Fibromyalgia Syndrome (FMS) affects an estimated 2 percent of the population. Conventional therapies are limited in the success of treating this complex and unexplained condition. Current treatment is largely comprised of prescribing different medications for the varying symptoms in a trial and error approach. Research shows that as many as 90 percent of people with fibromyalgia have turned to complimentary and alternative medicine to manage their symptoms. Acupuncture, in particular, has become a popular treatment choice and has shown to be an effective treatment for FMS.
What is Fibromyalgia Syndrome?
Fibromyalgia is a medically unexplained syndrome characterized by chronic widespread pain, a heightened and painful response to pressure, insomnia, fatigue, and depression. While not all affected persons experience all associated symptoms, the following symptoms commonly occur together:
• chronic pain
• debilitating fatigue
• difficulty sleeping
• anxiety and depression
• joint stiffness
• chronic headaches and jaw pain
• difficulty swallowing
• dryness in mouth, nose, and eyes
• hypersensitivity to odors, bright lights, and loud noises
• inability to concentrate (called “fibro fog”)
• irritable bowel syndrome
• numbness or tingling in the fingers and feet
• painful menstrual cramps
• poor circulation in hands and feet (called Raynaud’s phenomenon)
• restless legs syndrome
Fibromyalgia is diagnosed when there is a history of widespread pain in all four quadrants of the body for a minimum duration of three months and pain when pressure is applied to at least 11 of 18 designated tender points on the body. This condition does not result in any physical damage to the body or its tissues and there are no laboratory tests which can confirm this diagnosis.
Symptoms often begin after a physical or emotional trauma, but in many cases there appears to be no triggering event. Women are more prone to develop the disorder than are men, and the risk of fibromyalgia increases with age.
From an Eastern Perspective
The Oriental medicine theory of pain is expressed in this famous Chinese saying: “Bu tong ze tong, tong ze bu tong” which means “free flow: no pain, no free flow: pain.”

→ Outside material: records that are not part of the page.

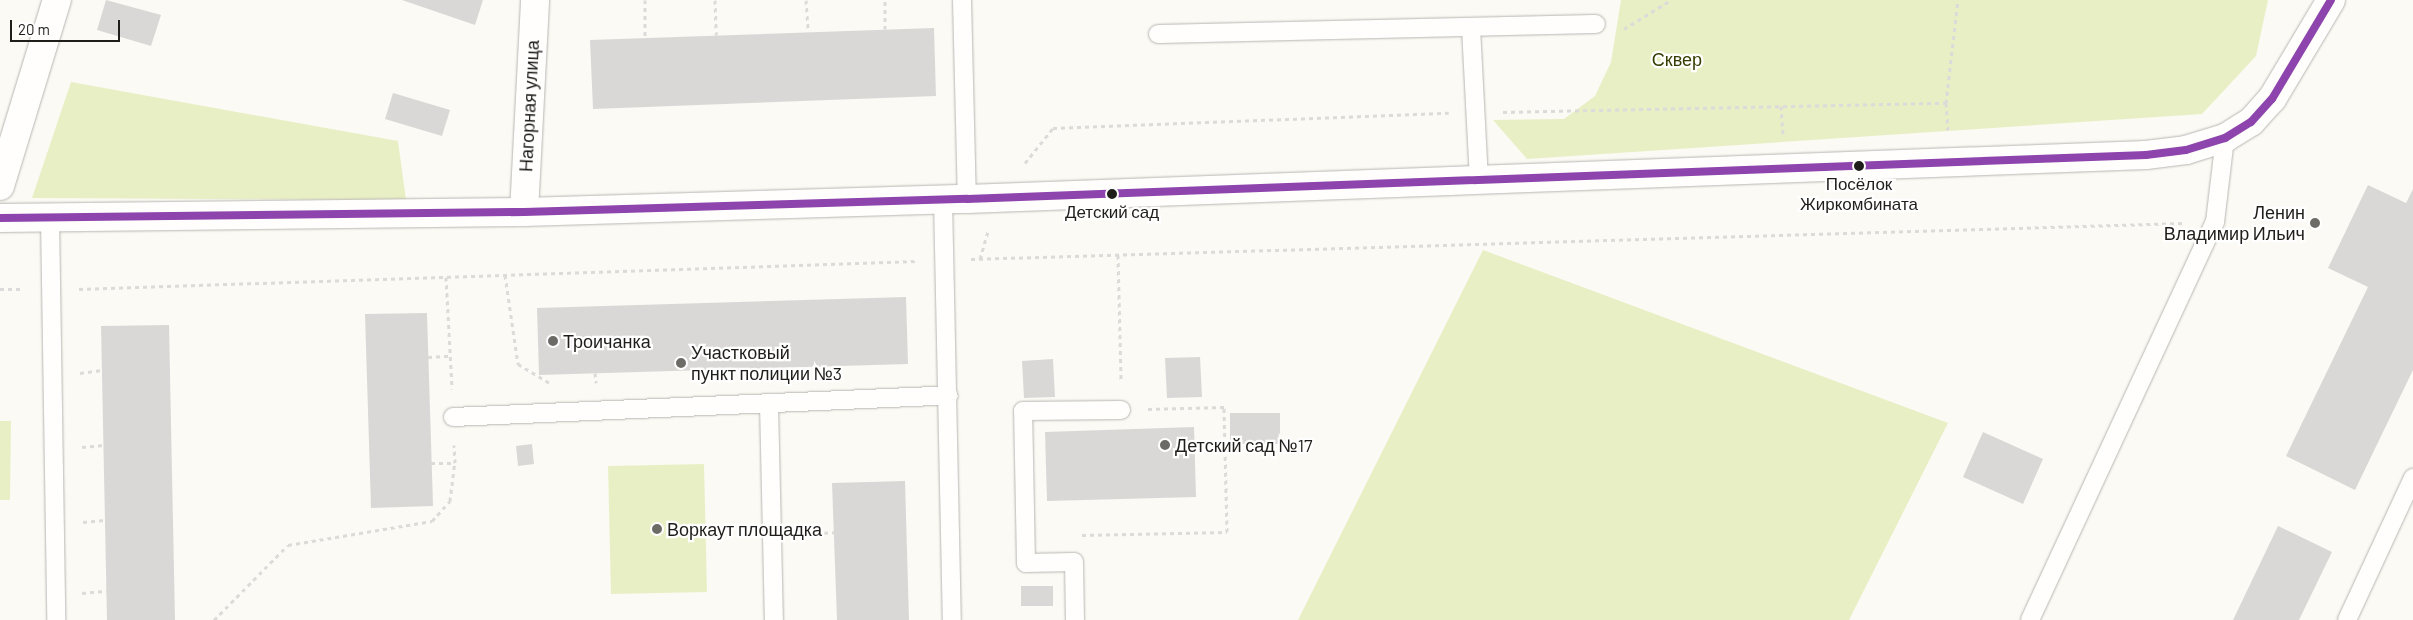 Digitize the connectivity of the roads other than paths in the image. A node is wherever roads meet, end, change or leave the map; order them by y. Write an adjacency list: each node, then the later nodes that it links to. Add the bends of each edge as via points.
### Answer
1 (57, 0): 10 (street)
2 (535, 0): 12 (street, Нагорная улица)
3 (962, 0): 11 (lane)
4 (2331, 0): 8 (street, via 2272,98 2251,122)
5 (1596, 24): 6 (lane)
6 (1471, 28): 7 (lane); 9 (lane)
7 (1158, 34)
8 (2225, 138): 9 (street, via 2186,150 2146,155); 24 (lane, via 2215,222)
9 (1479, 181): 11 (street)
10 (0, 186)
11 (955, 200): 12 (street); 15 (lane, via 945,260)
12 (524, 212): 14 (street)
13 (0, 218): 14 (street)
14 (50, 218): 20 (lane)
15 (949, 395): 16 (lane); 22 (lane)
16 (769, 404): 18 (lane); 21 (lane)
17 (1121, 410): 23 (lane, via 1022,411 1026,563 1074,562)
18 (453, 417)
19 (2413, 478): 25 (lane)
20 (56, 620)
21 (774, 620)
22 (952, 620)
23 (1075, 620)
24 (2030, 620)
25 (2346, 620)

Pain is seen as a disruption of the flow of Qi within the body. The disruption of Qi that results in fibromyalgia is usually associated with disharmonies of the Liver, Spleen, Kidney and Heart Systems.
The Acupuncture Treatment
Oriental Medicine does not recognize fibromyalgia as one particular disease pattern. Instead, it aims to treat the specific symptoms that are unique to each individual depending on their constitution, emotional state, intensity and location of their pain, digestive health, sleeping patterns and an array of other signs and symptoms. Therefore, if 10 people are treated with Oriental medicine for fibromyalgia, each of these 10 people will receive a unique, customized treatment with different acupuncture points, different herbs and different lifestyle and dietary recommendations.
Because the symptoms of fibromyalgia are highly variable form one person to another, a wide array of traditional and alternative treatments has been shown to be the most effective way of treating this difficult syndrome. A treatment program may include a combination of psychological or behavioral therapies, medications, exercise, acupuncture, herbal medicine and bodywork.
If you have fibromyalgia, acupuncture and Oriental medicine may be what you’ve been looking for to ease your symptoms and reclaim your health and vitality. Please Email or call for a consultation today.
Study on Acupuncture and Fibromyalgia
A recent study from the Mayo Clinic found acupuncture helpful in treating the fatigue and anxiety commonly experienced by fibromyalgia patients. In the trial, patients who received acupuncture to counter their fibromyalgia symptoms reported improvement in fatigue and anxiety, among other symptoms. Acupuncture was well tolerated, with minimal side effects.
In the double-blind study, Mayo Clinic doctors gave 25 fibromyalgia patients acupuncture, and 25 “sham” acupuncture treatments. Patients received six treatments during the two- to three-week study. Those who received acupuncture treatments reported less fatigue and anxiety one month following after treatment than did the “sham” group.
“The results of the study convince me there is something more than the placebo effect to acupuncture,” says David Martin, M.D., Ph.D., lead author of the acupuncture article and a Mayo Clinic anesthesiologist. “It affirms a lot of clinical impressions that this complementary medical technique is helpful for patients.”
Dr. Martin says the study demonstrates that acupuncture is helpful, and also proves physicians can conduct a rigorous, controlled acupuncture study. Future research could help physicians understand which medical conditions respond best to acupuncture, how to apply it to best relieve symptoms, and how long patients can expect to their symptoms to decrease after each treatment.
Dr. Martin performed the study at Mayo Clinic Rochester with co-authors Ines Berger, M.D.; Christopher Sletten, Ph.D.; and Brent Williams. The study used only two acupuncturists and examined only patients who reported more severe symptoms, offering better experimental control. Still, the Mayo Clinic doctors urged more study to see how acupuncture can best be used in treating fibromyalgia patients.